#### How to complete this task
Stop at the line that contains "2px #594933) drop-shadow(0". Until then, set down each line of the records exactly, beginning with the first, and skip pictures.

Stored data Block Start

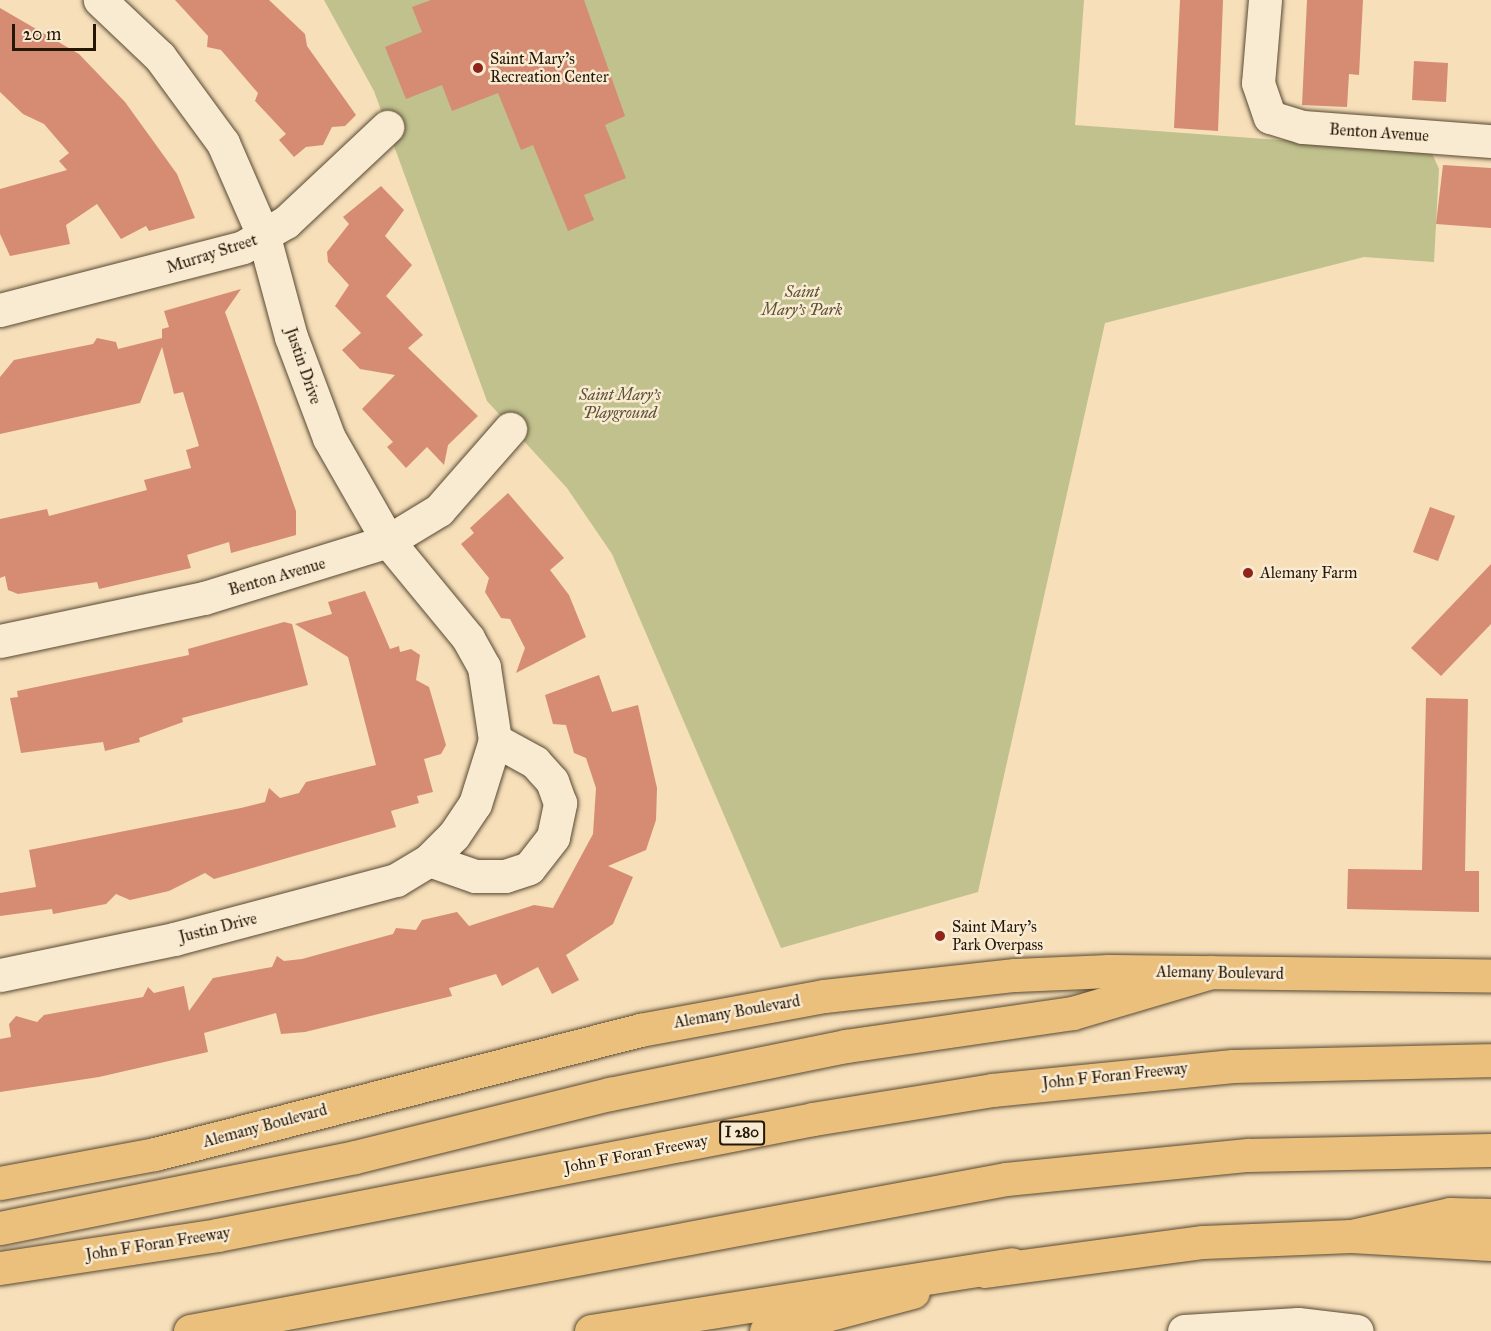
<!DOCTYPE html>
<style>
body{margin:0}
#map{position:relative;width:1491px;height:1331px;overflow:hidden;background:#f6dfb9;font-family:"IM FELL Great Primer",serif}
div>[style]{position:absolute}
.green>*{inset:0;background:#c0c18d}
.building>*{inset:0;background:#d58c72}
.roads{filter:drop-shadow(0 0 2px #594933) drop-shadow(0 0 2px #594933)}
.minor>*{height:33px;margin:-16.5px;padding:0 16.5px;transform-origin:16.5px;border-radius:16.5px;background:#f9ead2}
.primary>*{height:33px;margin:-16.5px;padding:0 16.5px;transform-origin:16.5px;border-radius:16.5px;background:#ebc07c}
.motorway>*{height:33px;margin:-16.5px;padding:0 16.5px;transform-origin:16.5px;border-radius:16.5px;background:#ebc07c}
.dots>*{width:16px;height:16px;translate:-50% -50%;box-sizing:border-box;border:3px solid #f9ead2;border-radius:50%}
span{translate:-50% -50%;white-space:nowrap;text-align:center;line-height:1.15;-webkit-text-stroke:5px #f9ead2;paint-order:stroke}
.shield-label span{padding:2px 4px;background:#f9ead2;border:2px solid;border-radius:4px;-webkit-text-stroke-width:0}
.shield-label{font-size:15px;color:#251706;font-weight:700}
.poi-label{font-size:16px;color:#251706}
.left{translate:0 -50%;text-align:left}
.street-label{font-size:16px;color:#251706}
.park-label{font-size:16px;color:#5b5235;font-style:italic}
.scale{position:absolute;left:12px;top:24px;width:84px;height:27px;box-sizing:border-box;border:3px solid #251706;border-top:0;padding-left:8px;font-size:18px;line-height:21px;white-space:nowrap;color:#251706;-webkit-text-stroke:4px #f9ead2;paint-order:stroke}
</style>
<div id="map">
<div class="green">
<div style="clip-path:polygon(324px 0,1084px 0,1075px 125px,1431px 151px,1439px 169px,1434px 262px,1364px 257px,1105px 323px,978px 892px,781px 948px,612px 554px,567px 488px,487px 401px,374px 91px)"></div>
</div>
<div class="building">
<div style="clip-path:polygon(175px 0,269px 0,305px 34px,307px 46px,356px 115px,345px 126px,332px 127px,323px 145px,306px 147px,294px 157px,279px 140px,286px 134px,255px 101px,258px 93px,221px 50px,207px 47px,208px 36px)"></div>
<div style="clip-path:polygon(431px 0,584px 0,625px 116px,605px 125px,626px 178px,584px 195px,594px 220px,568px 231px,533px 145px,521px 150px,498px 93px,452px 111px,442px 85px,406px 99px,385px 47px,422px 32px,412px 7px)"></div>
<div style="clip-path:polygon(1180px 0,1223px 0,1218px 131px,1174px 128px)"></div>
<div style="clip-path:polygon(1307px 0,1363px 0,1359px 75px,1349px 74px,1347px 107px,1302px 105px)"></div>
<div style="clip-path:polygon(0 8px,79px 54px,125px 102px,177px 174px,195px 218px,149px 231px,146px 226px,121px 239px,97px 204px,66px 225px,70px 244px,10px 256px,0 234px,0 189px,67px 170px,59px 161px,69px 153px,44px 124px,23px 114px,0 92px)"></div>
<div style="clip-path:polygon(1414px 61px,1448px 63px,1446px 102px,1412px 100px)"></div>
<div style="clip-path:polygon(1443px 165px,1491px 168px,1491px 228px,1436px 224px)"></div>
<div style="clip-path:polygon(381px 186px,404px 210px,385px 236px,412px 265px,386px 296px,423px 335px,408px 348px,478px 416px,448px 445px,444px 465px,427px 447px,406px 468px,387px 447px,393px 442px,362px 409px,395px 375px,360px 369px,342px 350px,361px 333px,335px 306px,349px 285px,328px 262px,327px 252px,349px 224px,343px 217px)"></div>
<div style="clip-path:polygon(241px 289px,225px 312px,296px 511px,296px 535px,231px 553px,229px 542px,187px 555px,191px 568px,99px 589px,97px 582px,18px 594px,8px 590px,5px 576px,0 578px,0 519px,47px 509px,49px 516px,147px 490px,144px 480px,191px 468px,186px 450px,199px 446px,183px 392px,174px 394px,162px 347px,140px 403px,0 434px,0 377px,14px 360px,93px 344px,97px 338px,116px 342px,118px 349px,162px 338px,162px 329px,169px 327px,164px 311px)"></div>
<div style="clip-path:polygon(508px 493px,564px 558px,550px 570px,569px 595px,586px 637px,516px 673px,525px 648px,510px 619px,501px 618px,485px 592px,489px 578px,461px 544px,474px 533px,470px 528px)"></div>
<div style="clip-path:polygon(1430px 507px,1455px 516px,1438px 561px,1413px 552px)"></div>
<div style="clip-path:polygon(1491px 564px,1491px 624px,1441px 676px,1411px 648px)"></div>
<div style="clip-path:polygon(365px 591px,390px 649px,399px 646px,400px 652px,411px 649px,420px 655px,416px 680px,429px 687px,446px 745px,441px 754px,424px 759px,433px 792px,417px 796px,419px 803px,391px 811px,396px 827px,214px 879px,205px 873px,169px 891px,130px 900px,116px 894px,106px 904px,53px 914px,52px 909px,0 916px,0 893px,36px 887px,29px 850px,241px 808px,265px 802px,269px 788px,280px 798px,299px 793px,306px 782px,376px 765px,348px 657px,295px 624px,332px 614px,328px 602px)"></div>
<div style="clip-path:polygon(284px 622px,292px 624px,308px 685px,182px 718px,183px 722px,139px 738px,140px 742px,105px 751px,103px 742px,21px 753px,10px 698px,18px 697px,17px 691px,189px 655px,188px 649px)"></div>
<div style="clip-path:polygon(599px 675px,612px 712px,638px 705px,657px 788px,656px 820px,646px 850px,608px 866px,633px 877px,613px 924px,566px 955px,579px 980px,552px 994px,538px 967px,502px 986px,496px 974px,449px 988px,452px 996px,305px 1032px,281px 1034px,276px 1013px,204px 1033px,208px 1052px,99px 1077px,0 1092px,0 1039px,11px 1037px,9px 1024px,16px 1016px,37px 1022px,44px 1015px,143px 997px,148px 987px,154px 993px,184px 986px,189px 1011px,213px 978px,272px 967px,277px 956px,284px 961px,302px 959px,393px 934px,396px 928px,416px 930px,422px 920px,457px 912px,469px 926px,534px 905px,553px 908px,593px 834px,596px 788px,586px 758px,574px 753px,566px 725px,553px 724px,545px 695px)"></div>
<div style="clip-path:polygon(1426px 698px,1468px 699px,1465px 871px,1479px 871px,1479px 912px,1347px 909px,1348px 869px,1422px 870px)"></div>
</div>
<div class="roads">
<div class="minor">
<div style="left:1265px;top:0;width:83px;rotate:94.8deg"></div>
<div style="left:1258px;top:83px;width:36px;rotate:71deg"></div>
<div style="left:1270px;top:117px;width:34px;rotate:17deg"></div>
<div style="left:1303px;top:127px;width:189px;rotate:4.3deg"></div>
<div style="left:0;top:310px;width:251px;rotate:-14.5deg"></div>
<div style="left:243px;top:247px;width:50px;rotate:-30.2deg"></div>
<div style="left:286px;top:222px;width:139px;rotate:-43.2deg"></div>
<div style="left:0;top:641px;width:208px;rotate:-11.9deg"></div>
<div style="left:204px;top:598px;width:193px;rotate:-17.2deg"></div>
<div style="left:388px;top:541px;width:60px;rotate:-31.3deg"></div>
<div style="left:439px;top:510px;width:108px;rotate:-48.8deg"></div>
<div style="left:429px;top:860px;width:49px;rotate:19.2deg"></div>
<div style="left:475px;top:876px;width:30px"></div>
<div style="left:505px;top:876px;width:25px;rotate:-18deg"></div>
<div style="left:529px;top:868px;width:39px;rotate:-52deg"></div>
<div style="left:553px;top:837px;width:35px;rotate:-78deg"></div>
<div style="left:560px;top:803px;width:23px;rotate:-110deg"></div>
<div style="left:552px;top:781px;width:25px;rotate:-132deg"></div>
<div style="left:535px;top:762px;width:46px;rotate:-151.2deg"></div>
<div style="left:0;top:975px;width:178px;rotate:-11.7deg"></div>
<div style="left:174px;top:939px;width:230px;rotate:-14.9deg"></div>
<div style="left:396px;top:880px;width:39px;rotate:-31deg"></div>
<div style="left:429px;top:860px;width:35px;rotate:-45deg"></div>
<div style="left:454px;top:835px;width:37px;rotate:-56deg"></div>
<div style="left:475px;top:804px;width:67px;rotate:-72.6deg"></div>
<div style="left:495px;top:740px;width:74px;rotate:-98.6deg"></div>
<div style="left:484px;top:667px;width:33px;rotate:-119deg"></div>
<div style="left:468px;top:638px;width:126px;rotate:-129.5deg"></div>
<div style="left:388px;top:541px;width:119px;rotate:-119.8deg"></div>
<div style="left:329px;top:438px;width:108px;rotate:-110.6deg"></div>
<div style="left:291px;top:337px;width:104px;rotate:-105.1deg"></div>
<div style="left:264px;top:237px;width:103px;rotate:-113.6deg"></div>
<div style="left:223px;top:143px;width:107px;rotate:-126.2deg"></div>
<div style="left:160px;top:57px;width:83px;rotate:-136.5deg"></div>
<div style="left:1184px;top:1331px;width:114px;rotate:-3.5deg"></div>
<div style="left:1298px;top:1324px;width:59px;rotate:6.8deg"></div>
</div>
<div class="primary">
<div style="left:0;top:1183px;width:158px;rotate:-10.6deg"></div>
<div style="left:155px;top:1154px;width:501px;rotate:-14.34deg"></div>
<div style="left:640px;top:1030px;width:187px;rotate:-10.5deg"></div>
<div style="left:824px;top:996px;width:192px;rotate:-6.3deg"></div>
<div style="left:1015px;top:975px;width:94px;rotate:-2.4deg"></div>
<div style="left:1109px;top:971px;width:382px;rotate:0.7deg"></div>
<div style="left:985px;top:1271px;width:220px;rotate:-7.6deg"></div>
<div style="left:1203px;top:1242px;width:148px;rotate:-2.3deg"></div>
<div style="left:1351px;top:1236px;width:140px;rotate:3.3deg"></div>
<div style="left:766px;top:1331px;width:152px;rotate:-14.9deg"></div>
</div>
<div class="motorway">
<div style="left:0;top:1228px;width:362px;rotate:-11.3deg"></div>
<div style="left:355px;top:1157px;width:263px;rotate:-13.9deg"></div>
<div style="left:610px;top:1094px;width:241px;rotate:-11.5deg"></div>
<div style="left:846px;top:1046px;width:229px;rotate:-8.3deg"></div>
<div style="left:1073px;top:1013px;width:144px;rotate:-16.5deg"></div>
<div style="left:1351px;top:1236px;width:101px;rotate:-12.5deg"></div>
<div style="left:1450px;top:1214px;width:41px;rotate:1.4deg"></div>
<div style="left:0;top:1268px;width:219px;rotate:-8.6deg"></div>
<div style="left:217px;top:1235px;width:607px;rotate:-11.01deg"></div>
<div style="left:813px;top:1119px;width:181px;rotate:-9.2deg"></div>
<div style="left:992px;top:1090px;width:242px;rotate:-5.7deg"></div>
<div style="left:1233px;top:1066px;width:258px;rotate:-1.3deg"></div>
<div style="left:190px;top:1331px;width:830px;rotate:-10.55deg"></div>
<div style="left:1006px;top:1179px;width:243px;rotate:-5.7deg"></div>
<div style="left:1248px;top:1155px;width:243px;rotate:-1.2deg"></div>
<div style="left:591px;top:1331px;width:426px;rotate:-9deg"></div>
</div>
</div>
<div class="dots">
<div style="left:478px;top:68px;background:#8f2418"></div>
<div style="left:1248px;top:573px;background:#8f2418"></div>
<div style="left:940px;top:936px;background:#8f2418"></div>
</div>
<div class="shield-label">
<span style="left:742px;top:1133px">I 280</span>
</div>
<div class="poi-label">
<span class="left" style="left:490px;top:68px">Saint Mary's<br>Recreation Center</span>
<span class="left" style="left:1260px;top:573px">Alemany Farm</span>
<span class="left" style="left:952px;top:936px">Saint Mary's<br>Park Overpass</span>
</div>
<div class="street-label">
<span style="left:1379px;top:133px;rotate:4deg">Benton Avenue</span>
<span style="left:212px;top:254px;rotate:-18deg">Murray Street</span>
<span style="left:303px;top:366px;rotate:71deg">Justin Drive</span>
<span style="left:277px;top:577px;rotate:-16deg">Benton Avenue</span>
<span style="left:218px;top:928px;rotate:-14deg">Justin Drive</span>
<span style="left:1220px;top:973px;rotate:1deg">Alemany Boulevard</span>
<span style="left:737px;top:1012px;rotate:-10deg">Alemany Boulevard</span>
<span style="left:1115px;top:1076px;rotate:-6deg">John F Foran Freeway</span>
<span style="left:265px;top:1126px;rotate:-15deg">Alemany Boulevard</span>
<span style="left:636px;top:1154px;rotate:-11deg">John F Foran Freeway</span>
<span style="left:158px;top:1244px;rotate:-9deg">John F Foran Freeway</span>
</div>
<div class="park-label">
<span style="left:802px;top:301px">Saint<br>Mary's Park</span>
<span style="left:620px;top:404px">Saint Mary's<br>Playground</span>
</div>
<div class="scale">20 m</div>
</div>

Stored data Block End

#### Exercise result
<!DOCTYPE html>
<style>
body{margin:0}
#map{position:relative;width:1491px;height:1331px;overflow:hidden;background:#f6dfb9;font-family:"IM FELL Great Primer",serif}
div>[style]{position:absolute}
.green>*{inset:0;background:#c0c18d}
.building>*{inset:0;background:#d58c72}
.roads{filter:drop-shadow(0 0 2px #594933) drop-shadow(0 0 2px #594933)}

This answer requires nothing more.